New, used, or rented: decide by how often it runs
For the gear you do buy, the new-versus-used call comes down to duty cycle. Anything with a motor or a heating element that runs constantly, buy new or lightly used from a restaurant-supply dealer with a warranty. Stainless steel that just holds shape, sheet pans, prep tables, transport racks, buy used all day from restaurant auctions, WebstaurantStore clearance, or a closing restaurant. A dented sheet pan performs identically to a new one.
Buy used catering gear
- A closing restaurant sells stainless prep tables and racks at 40% to 70% off retail.
- Sheet pans, hotel pans, and transport containers are effectively indestructible, so age does not matter.
- Cash saved goes into insurance and marketing, which actually book events.
Buy used catering gear
- No warranty, so a used combi oven or refrigerated van can strand you mid-event.
- Auction gear is sold as-is, and a bargain that fails on a Saturday costs more than it saved.
- Health inspectors reject cracked, pitted, or rusted food-contact surfaces, so a cheap pan can fail inspection.
The line is simple: buy used for anything that cannot break in a way that ruins an event, buy new for anything that can.
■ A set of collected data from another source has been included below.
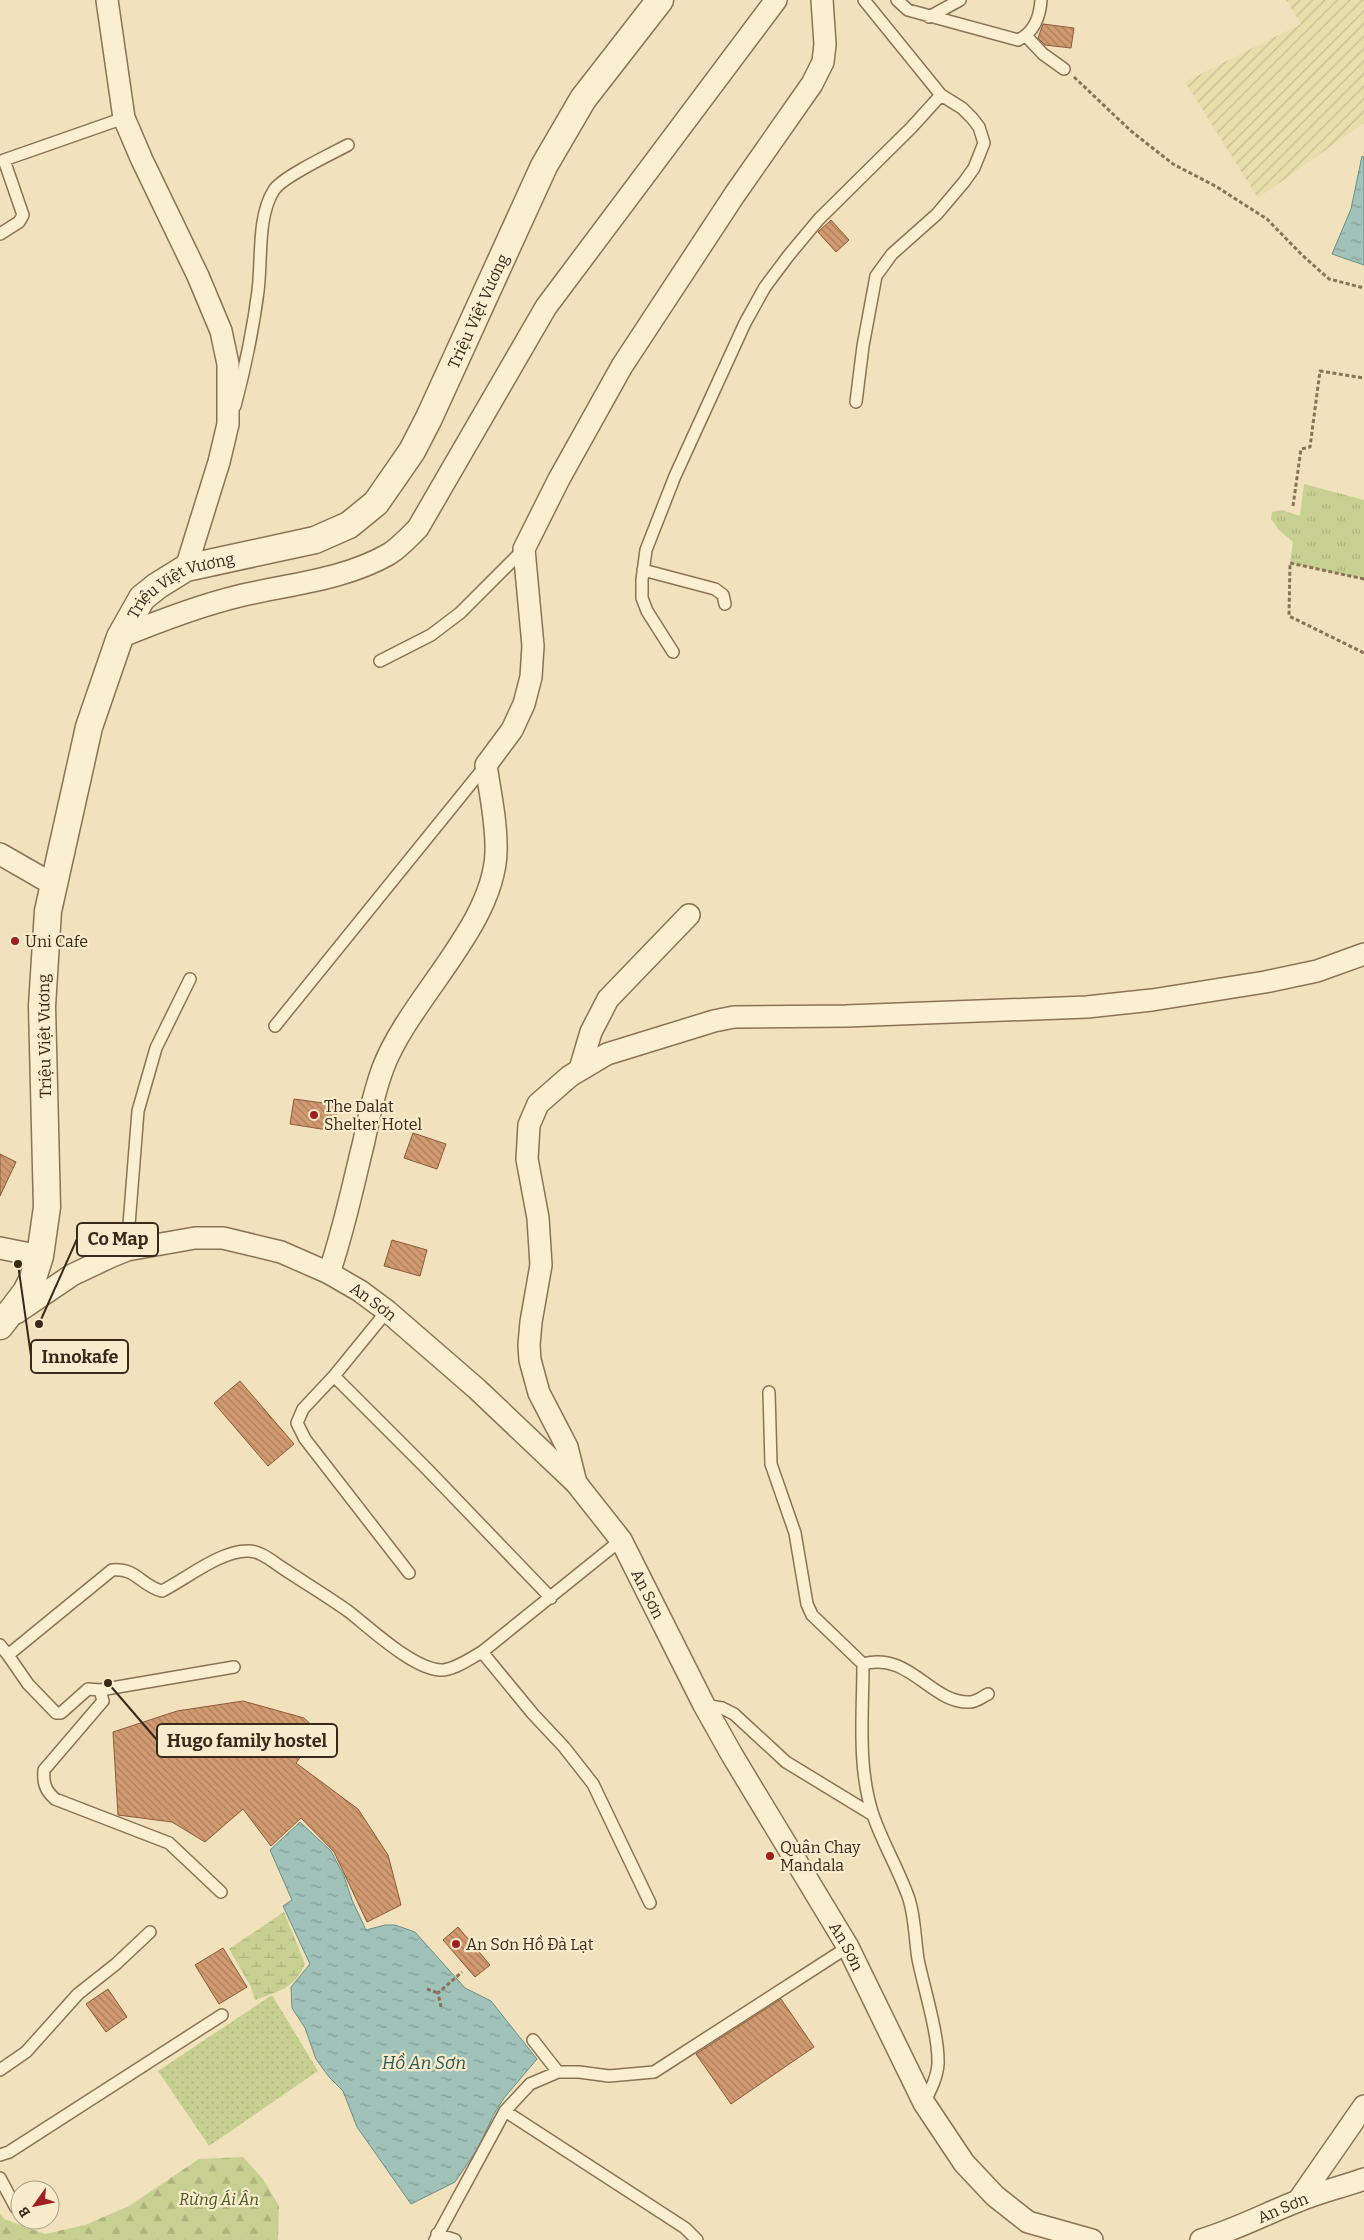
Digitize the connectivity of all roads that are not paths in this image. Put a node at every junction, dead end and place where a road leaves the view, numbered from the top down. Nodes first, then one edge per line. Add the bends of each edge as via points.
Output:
1 (107, 0) edge
2 (660, 0) edge
3 (776, 0) edge
4 (822, 0) edge
5 (864, 0) edge
6 (897, 0) edge
7 (960, 0) edge
8 (1041, 0) edge
9 (930, 17) junction
10 (1026, 36) junction
11 (1064, 68) road end
12 (941, 95) junction
13 (124, 118) junction
14 (348, 145) dead end
15 (2, 157) edge
16 (0, 234) edge
17 (856, 402) dead end
18 (228, 424) junction
19 (524, 549) junction
20 (186, 568) junction
21 (643, 570) junction
22 (725, 604) dead end
23 (120, 637) junction
24 (673, 652) dead end
25 (380, 661) dead end
26 (486, 765) junction
27 (0, 854) edge
28 (54, 885) junction
29 (690, 915) dead end
30 (1364, 954) edge
31 (190, 979) dead end
32 (275, 1026) dead end
33 (580, 1069) junction
34 (0, 1248) edge
35 (127, 1250) junction
36 (40, 1256) junction
37 (329, 1273) junction
38 (387, 1311) junction
39 (4, 1322) edge
40 (334, 1376) junction
41 (769, 1392) dead end
42 (576, 1482) junction
43 (621, 1540) junction
44 (410, 1573) dead end
45 (551, 1598) junction
46 (0, 1645) edge
47 (482, 1652) junction
48 (8, 1655) junction
49 (864, 1664) junction
50 (234, 1667) dead end
51 (100, 1690) junction
52 (988, 1694) dead end
53 (704, 1705) junction
54 (873, 1815) junction
55 (221, 1892) dead end
56 (650, 1903) dead end
57 (150, 1932) dead end
58 (848, 1947) junction
59 (222, 2015) dead end
60 (533, 2040) dead end
61 (0, 2070) edge
62 (558, 2072) junction
63 (924, 2103) junction
64 (1364, 2106) edge
65 (505, 2111) junction
66 (0, 2155) edge
67 (0, 2178) edge
68 (1364, 2179) edge
69 (10, 2197) edge
70 (1298, 2201) junction
71 (436, 2237) edge
72 (455, 2240) edge
73 (697, 2240) edge
74 (1092, 2240) edge
75 (1201, 2240) edge

1 - 13 street
2 - 20 street, Triệu Việt Vương via 583,99 558,140 422,432 376,503 349,525 315,540
3 - 23 street via 546,307 418,528 406,540 390,553 351,572 238,596 168,617
4 - 19 street via 823,62 812,84 713,226 622,366
5 - 12 lane
6 - 9 lane via 908,10
7 - 9 lane
8 - 10 lane via 1040,13
9 - 10 lane via 1018,40
10 - 11 lane via 1043,54
12 - 17 lane via 972,118 984,143 974,168 964,182 937,214 892,254 876,276
12 - 21 lane via 819,219 766,287 744,323 675,476 646,550
13 - 15 lane
13 - 18 street via 221,331 228,364
14 - 18 lane via 284,180 274,189 263,225 252,336
15 - 16 lane via 23,215 19,222
18 - 20 street
19 - 25 lane via 460,613 431,635
19 - 26 street via 533,646 531,677 524,704 512,730
20 - 23 street, Triệu Việt Vương via 142,598
21 - 22 lane via 715,589 723,595
21 - 24 lane via 642,598
23 - 28 street, Triệu Việt Vương via 90,727
26 - 32 lane
26 - 37 street via 495,832 492,876 474,920 384,1066 341,1238
27 - 28 street
28 - 36 street, Triệu Việt Vương via 48,910 42,1006 47,1207
29 - 33 street via 608,998 591,1032
30 - 33 street via 1318,971 1265,982 1088,1007 734,1017 606,1054
31 - 35 lane via 156,1048 138,1111
33 - 42 street via 546,1096 532,1113 527,1159 538,1218 541,1265 531,1322 530,1360 539,1393 567,1447
34 - 36 street
35 - 37 street, An Sơn via 195,1238 223,1238 281,1252
35 - 39 street, An Sơn via 72,1275
36 - 39 street, Triệu Việt Vương via 33,1278
37 - 38 street, An Sơn
38 - 40 lane
38 - 42 street, An Sơn via 477,1389
40 - 44 lane via 302,1409 297,1423 305,1439
40 - 45 lane
41 - 49 lane via 771,1464 795,1533 807,1604 812,1615
42 - 43 street, An Sơn
43 - 45 lane
43 - 53 street, An Sơn
45 - 47 lane
46 - 48 lane
47 - 48 lane via 441,1670 417,1662 388,1644 348,1611 261,1554 249,1550 226,1555 162,1591 122,1568 112,1570
47 - 56 lane via 593,1784
48 - 51 lane via 28,1684 56,1713 61,1713 88,1689
49 - 52 lane via 875,1661 901,1667 948,1697 962,1701 970,1702
49 - 54 lane via 862,1757
50 - 51 lane
51 - 55 lane via 103,1701 44,1770 46,1791 55,1800 169,1843
53 - 54 lane via 734,1714 786,1762
53 - 58 street, An Sơn
54 - 63 lane via 910,1902 935,2040 938,2064
57 - 61 lane via 78,1994 26,2052
58 - 62 lane via 654,2072 609,2076
58 - 63 street, An Sơn
59 - 66 lane
60 - 62 lane
62 - 65 lane via 530,2084
63 - 74 street, An Sơn via 964,2163 995,2196 1028,2222
64 - 70 street
65 - 71 lane
65 - 73 lane via 685,2228
67 - 69 lane
68 - 70 street, An Sơn
70 - 75 street, An Sơn
71 - 72 lane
When you are ready to source, how to set up and register a catering business covers which vendors also require your health permit on file.
Getting found is the part that decides everything
Great gear caters a great event, but it does not book one. Two free moves matter this week. Photograph your best plated dishes and buffet lines in good light and load them onto a Google Business Profile, because catering is bought with the eyes and “caterer near me” is how the search starts. Then ask every client for a review the day after their event, when the memory is warm. The playbook is in how to advertise catering business and how to get clients and customers for a catering business.
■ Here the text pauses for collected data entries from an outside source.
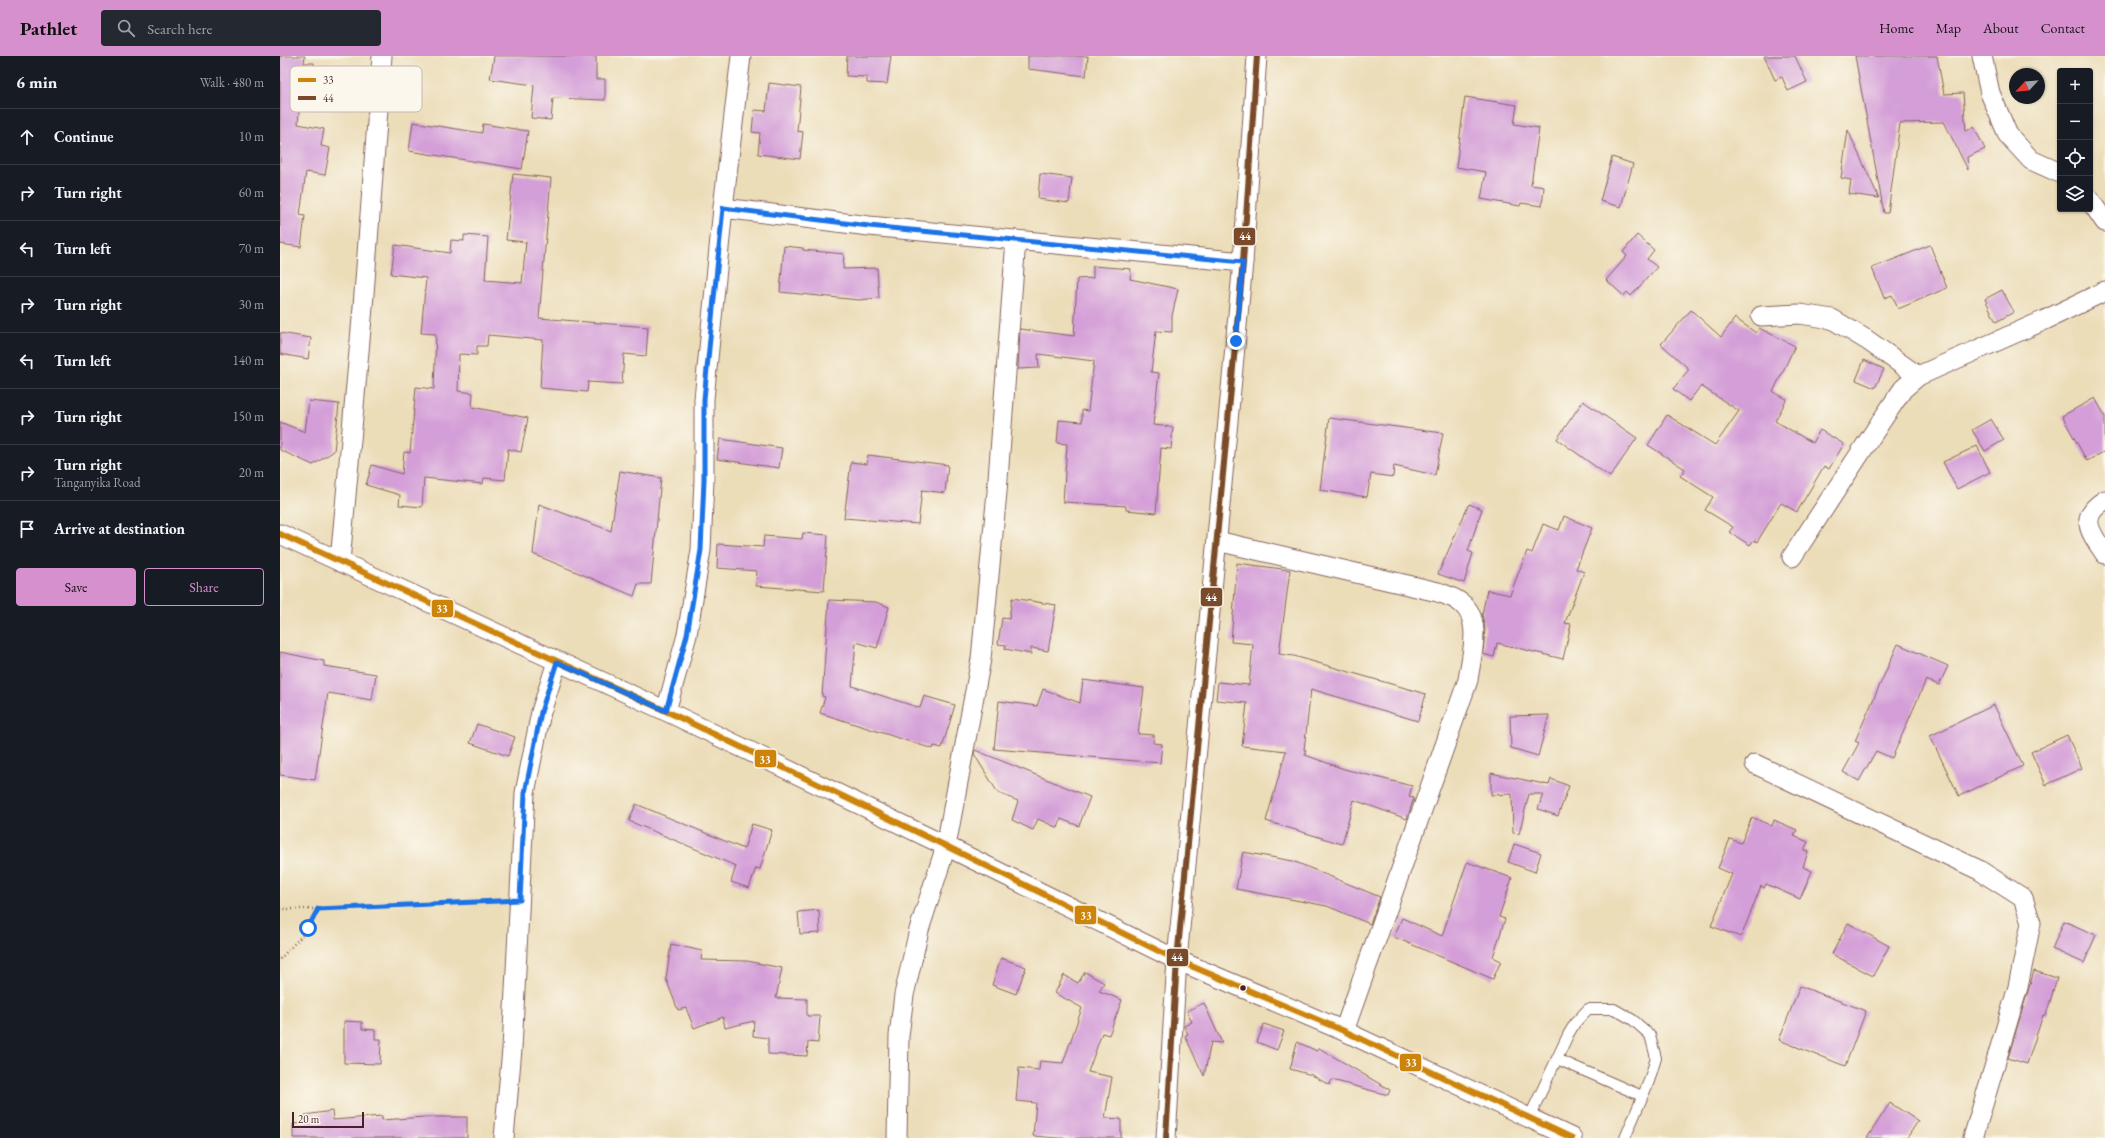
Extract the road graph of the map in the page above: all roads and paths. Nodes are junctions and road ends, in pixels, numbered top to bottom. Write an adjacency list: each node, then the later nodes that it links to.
1 (382, 56): 5 (street)
2 (741, 56): 9 (street)
3 (1257, 56): 12 (street)
4 (1982, 56): 7 (street)
5 (381, 66)
6 (378, 112): 21 (street)
7 (2057, 172)
8 (2093, 204): 10 (street)
9 (723, 208): 11 (street); 23 (street)
10 (2105, 222)
11 (1016, 240): 12 (street); 25 (street)
12 (1243, 262): 18 (street)
13 (2105, 292): 15 (street)
14 (1761, 316): 15 (street)
15 (1918, 376): 20 (street)
16 (2105, 500): 19 (street)
17 (280, 534): 21 (street)
18 (1217, 541): 30 (street); 31 (street)
19 (2105, 554)
20 (1792, 557)
21 (340, 562): 22 (street)
22 (557, 662): 23 (street); 26 (street)
23 (666, 711): 25 (street)
24 (1754, 764): 40 (street)
25 (946, 846): 30 (street); 36 (street)
26 (520, 900): 28 (path); 35 (street)
27 (280, 909): 28 (path)
28 (318, 909): 29 (path)
29 (280, 959)
30 (1177, 960): 31 (street); 37 (street)
31 (1344, 1031): 34 (street)
32 (1557, 1059): 33 (lane); 33 (lane); 34 (lane)
33 (1642, 1096): 39 (lane)
34 (1528, 1118): 38 (street)
35 (504, 1138)
36 (897, 1138)
37 (1166, 1138)
38 (1572, 1138)
39 (1625, 1138)
40 (1973, 1138)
The part worth paying for is the website, because it is where those food photos turn into inquiries. A fast site with real event galleries, sample per-head menus, and an inquiry form above the fold converts browsers into tastings; a slow, photo-thin one loses them silently. To have it built right, get a free video walkthrough. For ads and SEO, see our services. If you have the concept but not the financial plan, start at expntl.com.
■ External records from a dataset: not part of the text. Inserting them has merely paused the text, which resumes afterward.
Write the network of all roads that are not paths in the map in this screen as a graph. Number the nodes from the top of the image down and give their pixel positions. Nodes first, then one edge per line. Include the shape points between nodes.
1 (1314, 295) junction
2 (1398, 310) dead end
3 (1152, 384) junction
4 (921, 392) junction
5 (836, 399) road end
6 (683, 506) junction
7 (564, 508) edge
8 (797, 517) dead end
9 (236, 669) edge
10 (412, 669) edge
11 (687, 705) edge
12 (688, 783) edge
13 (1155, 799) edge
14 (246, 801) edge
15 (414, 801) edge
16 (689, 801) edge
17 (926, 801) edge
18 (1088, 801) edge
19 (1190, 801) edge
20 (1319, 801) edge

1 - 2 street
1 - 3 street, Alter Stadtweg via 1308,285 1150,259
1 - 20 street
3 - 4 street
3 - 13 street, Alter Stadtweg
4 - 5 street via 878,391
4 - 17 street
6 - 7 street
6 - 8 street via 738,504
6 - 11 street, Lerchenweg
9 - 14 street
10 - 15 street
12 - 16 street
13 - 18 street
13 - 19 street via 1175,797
Frequently asked questions
What catering equipment should I buy first?
Buy the transport and hot-holding chain you use at every event: insulated Cambro carriers, sheet and hotel pans, a calibrated probe thermometer, serving utensils, and transport racks, roughly $3k to $8k. Rent the presentation layer, chafers, tables, linens, and china, per event so the client pays for it.
Is it cheaper to rent or buy catering equipment?
Rent the presentation gear and buy the working chain. Rentals scale with guest count and bill straight to the client at $2 to $12 per head, so buying hundreds of place settings just ties up cash and storage. Buy only the carriers, pans, and thermometers you use on every job.
Do I need to buy a commercial refrigerator or walk-in?
Not early. If you cook out of a shared commissary, cooler and walk-in space is usually included in the rent, so buying your own refrigeration is dead capital. Add it only if you outgrow the commissary and move into your own kitchen.
What is the most important piece of catering equipment?
The cold chain, meaning your insulated carriers plus a calibrated thermometer. Off-premise catering lives or dies on holding food out of the 40F-to-135F danger zone in transit, and inspectors check it first. Beautiful chafers do not matter if the food arrived unsafe.
Should I buy used catering equipment?
Yes for anything that just holds shape, sheet pans, hotel pans, prep tables, and transport racks, bought used from restaurant auctions or closing restaurants at big discounts. Buy new or warrantied for anything with a motor or heating element, since a mid-event failure costs more than the savings.